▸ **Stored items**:

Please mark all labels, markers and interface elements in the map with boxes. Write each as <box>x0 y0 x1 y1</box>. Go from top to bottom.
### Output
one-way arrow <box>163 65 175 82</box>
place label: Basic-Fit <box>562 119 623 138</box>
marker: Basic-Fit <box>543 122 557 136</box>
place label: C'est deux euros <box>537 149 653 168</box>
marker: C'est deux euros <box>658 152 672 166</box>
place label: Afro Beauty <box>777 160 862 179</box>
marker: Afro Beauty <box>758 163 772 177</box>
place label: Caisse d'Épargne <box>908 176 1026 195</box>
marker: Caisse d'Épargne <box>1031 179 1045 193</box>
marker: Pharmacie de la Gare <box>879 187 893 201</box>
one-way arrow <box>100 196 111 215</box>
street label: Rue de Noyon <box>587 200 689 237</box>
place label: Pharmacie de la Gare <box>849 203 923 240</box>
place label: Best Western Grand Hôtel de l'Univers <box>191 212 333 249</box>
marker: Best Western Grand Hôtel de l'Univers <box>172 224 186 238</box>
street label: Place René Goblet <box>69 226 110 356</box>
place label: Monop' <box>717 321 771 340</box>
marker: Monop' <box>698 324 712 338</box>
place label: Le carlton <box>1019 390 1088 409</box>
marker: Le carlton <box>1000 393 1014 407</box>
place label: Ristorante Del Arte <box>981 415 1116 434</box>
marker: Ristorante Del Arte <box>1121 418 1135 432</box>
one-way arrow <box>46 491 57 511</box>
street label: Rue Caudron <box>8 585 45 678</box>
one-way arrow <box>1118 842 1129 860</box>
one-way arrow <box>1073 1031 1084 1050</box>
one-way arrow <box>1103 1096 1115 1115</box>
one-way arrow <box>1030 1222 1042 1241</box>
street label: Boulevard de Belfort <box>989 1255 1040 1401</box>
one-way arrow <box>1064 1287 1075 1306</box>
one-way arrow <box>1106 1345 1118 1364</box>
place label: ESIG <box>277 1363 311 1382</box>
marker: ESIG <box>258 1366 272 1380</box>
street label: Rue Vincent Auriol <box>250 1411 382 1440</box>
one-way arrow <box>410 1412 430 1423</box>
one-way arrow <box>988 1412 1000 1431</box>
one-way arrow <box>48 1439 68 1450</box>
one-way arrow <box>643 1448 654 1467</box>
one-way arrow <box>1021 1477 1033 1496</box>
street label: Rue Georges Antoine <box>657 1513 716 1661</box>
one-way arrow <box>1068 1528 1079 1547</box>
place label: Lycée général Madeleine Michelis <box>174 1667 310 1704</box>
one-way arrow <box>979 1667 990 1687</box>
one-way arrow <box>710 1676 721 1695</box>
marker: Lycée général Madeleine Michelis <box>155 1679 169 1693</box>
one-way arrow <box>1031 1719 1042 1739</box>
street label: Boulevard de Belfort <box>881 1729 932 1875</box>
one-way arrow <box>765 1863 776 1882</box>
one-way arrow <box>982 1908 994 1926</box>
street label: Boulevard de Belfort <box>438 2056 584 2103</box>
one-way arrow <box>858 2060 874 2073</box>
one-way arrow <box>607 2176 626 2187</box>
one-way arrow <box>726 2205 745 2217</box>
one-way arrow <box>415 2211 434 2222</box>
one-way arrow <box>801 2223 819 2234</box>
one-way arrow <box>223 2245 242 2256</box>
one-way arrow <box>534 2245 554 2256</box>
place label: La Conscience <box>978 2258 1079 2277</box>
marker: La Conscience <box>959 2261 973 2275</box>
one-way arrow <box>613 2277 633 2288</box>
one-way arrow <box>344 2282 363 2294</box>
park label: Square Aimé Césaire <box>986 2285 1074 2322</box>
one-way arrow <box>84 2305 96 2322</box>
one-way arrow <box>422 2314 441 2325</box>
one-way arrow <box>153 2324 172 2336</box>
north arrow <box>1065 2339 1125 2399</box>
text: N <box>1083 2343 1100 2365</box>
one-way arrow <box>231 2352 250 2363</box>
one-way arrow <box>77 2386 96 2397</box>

▸ **ACTION ITEM**: Retype the data exactly as it reads.

▸ **FINISHED EXERCISE**:
Please mark all labels, markers and interface elements in the map with boxes. Write each as <box>x0 y0 x1 y1</box>. Go from top to bottom.
### Output
one-way arrow <box>163 65 175 82</box>
place label: Basic-Fit <box>562 119 623 138</box>
marker: Basic-Fit <box>543 122 557 136</box>
place label: C'est deux euros <box>537 149 653 168</box>
marker: C'est deux euros <box>658 152 672 166</box>
place label: Afro Beauty <box>777 160 862 179</box>
marker: Afro Beauty <box>758 163 772 177</box>
place label: Caisse d'Épargne <box>908 176 1026 195</box>
marker: Caisse d'Épargne <box>1031 179 1045 193</box>
marker: Pharmacie de la Gare <box>879 187 893 201</box>
one-way arrow <box>100 196 111 215</box>
street label: Rue de Noyon <box>587 200 689 237</box>
place label: Pharmacie de la Gare <box>849 203 923 240</box>
place label: Best Western Grand Hôtel de l'Univers <box>191 212 333 249</box>
marker: Best Western Grand Hôtel de l'Univers <box>172 224 186 238</box>
street label: Place René Goblet <box>69 226 110 356</box>
place label: Monop' <box>717 321 771 340</box>
marker: Monop' <box>698 324 712 338</box>
place label: Le carlton <box>1019 390 1088 409</box>
marker: Le carlton <box>1000 393 1014 407</box>
place label: Ristorante Del Arte <box>981 415 1116 434</box>
marker: Ristorante Del Arte <box>1121 418 1135 432</box>
one-way arrow <box>46 491 57 511</box>
street label: Rue Caudron <box>8 585 45 678</box>
one-way arrow <box>1118 842 1129 860</box>
one-way arrow <box>1073 1031 1084 1050</box>
one-way arrow <box>1103 1096 1115 1115</box>
one-way arrow <box>1030 1222 1042 1241</box>
street label: Boulevard de Belfort <box>989 1255 1040 1401</box>
one-way arrow <box>1064 1287 1075 1306</box>
one-way arrow <box>1106 1345 1118 1364</box>
place label: ESIG <box>277 1363 311 1382</box>
marker: ESIG <box>258 1366 272 1380</box>
street label: Rue Vincent Auriol <box>250 1411 382 1440</box>
one-way arrow <box>410 1412 430 1423</box>
one-way arrow <box>988 1412 1000 1431</box>
one-way arrow <box>48 1439 68 1450</box>
one-way arrow <box>643 1448 654 1467</box>
one-way arrow <box>1021 1477 1033 1496</box>
street label: Rue Georges Antoine <box>657 1513 716 1661</box>
one-way arrow <box>1068 1528 1079 1547</box>
place label: Lycée général Madeleine Michelis <box>174 1667 310 1704</box>
one-way arrow <box>979 1667 990 1687</box>
one-way arrow <box>710 1676 721 1695</box>
marker: Lycée général Madeleine Michelis <box>155 1679 169 1693</box>
one-way arrow <box>1031 1719 1042 1739</box>
street label: Boulevard de Belfort <box>881 1729 932 1875</box>
one-way arrow <box>765 1863 776 1882</box>
one-way arrow <box>982 1908 994 1926</box>
street label: Boulevard de Belfort <box>438 2056 584 2103</box>
one-way arrow <box>858 2060 874 2073</box>
one-way arrow <box>607 2176 626 2187</box>
one-way arrow <box>726 2205 745 2217</box>
one-way arrow <box>415 2211 434 2222</box>
one-way arrow <box>801 2223 819 2234</box>
one-way arrow <box>223 2245 242 2256</box>
one-way arrow <box>534 2245 554 2256</box>
place label: La Conscience <box>978 2258 1079 2277</box>
marker: La Conscience <box>959 2261 973 2275</box>
one-way arrow <box>613 2277 633 2288</box>
one-way arrow <box>344 2282 363 2294</box>
park label: Square Aimé Césaire <box>986 2285 1074 2322</box>
one-way arrow <box>84 2305 96 2322</box>
one-way arrow <box>422 2314 441 2325</box>
one-way arrow <box>153 2324 172 2336</box>
north arrow <box>1065 2339 1125 2399</box>
text: N <box>1083 2343 1100 2365</box>
one-way arrow <box>231 2352 250 2363</box>
one-way arrow <box>77 2386 96 2397</box>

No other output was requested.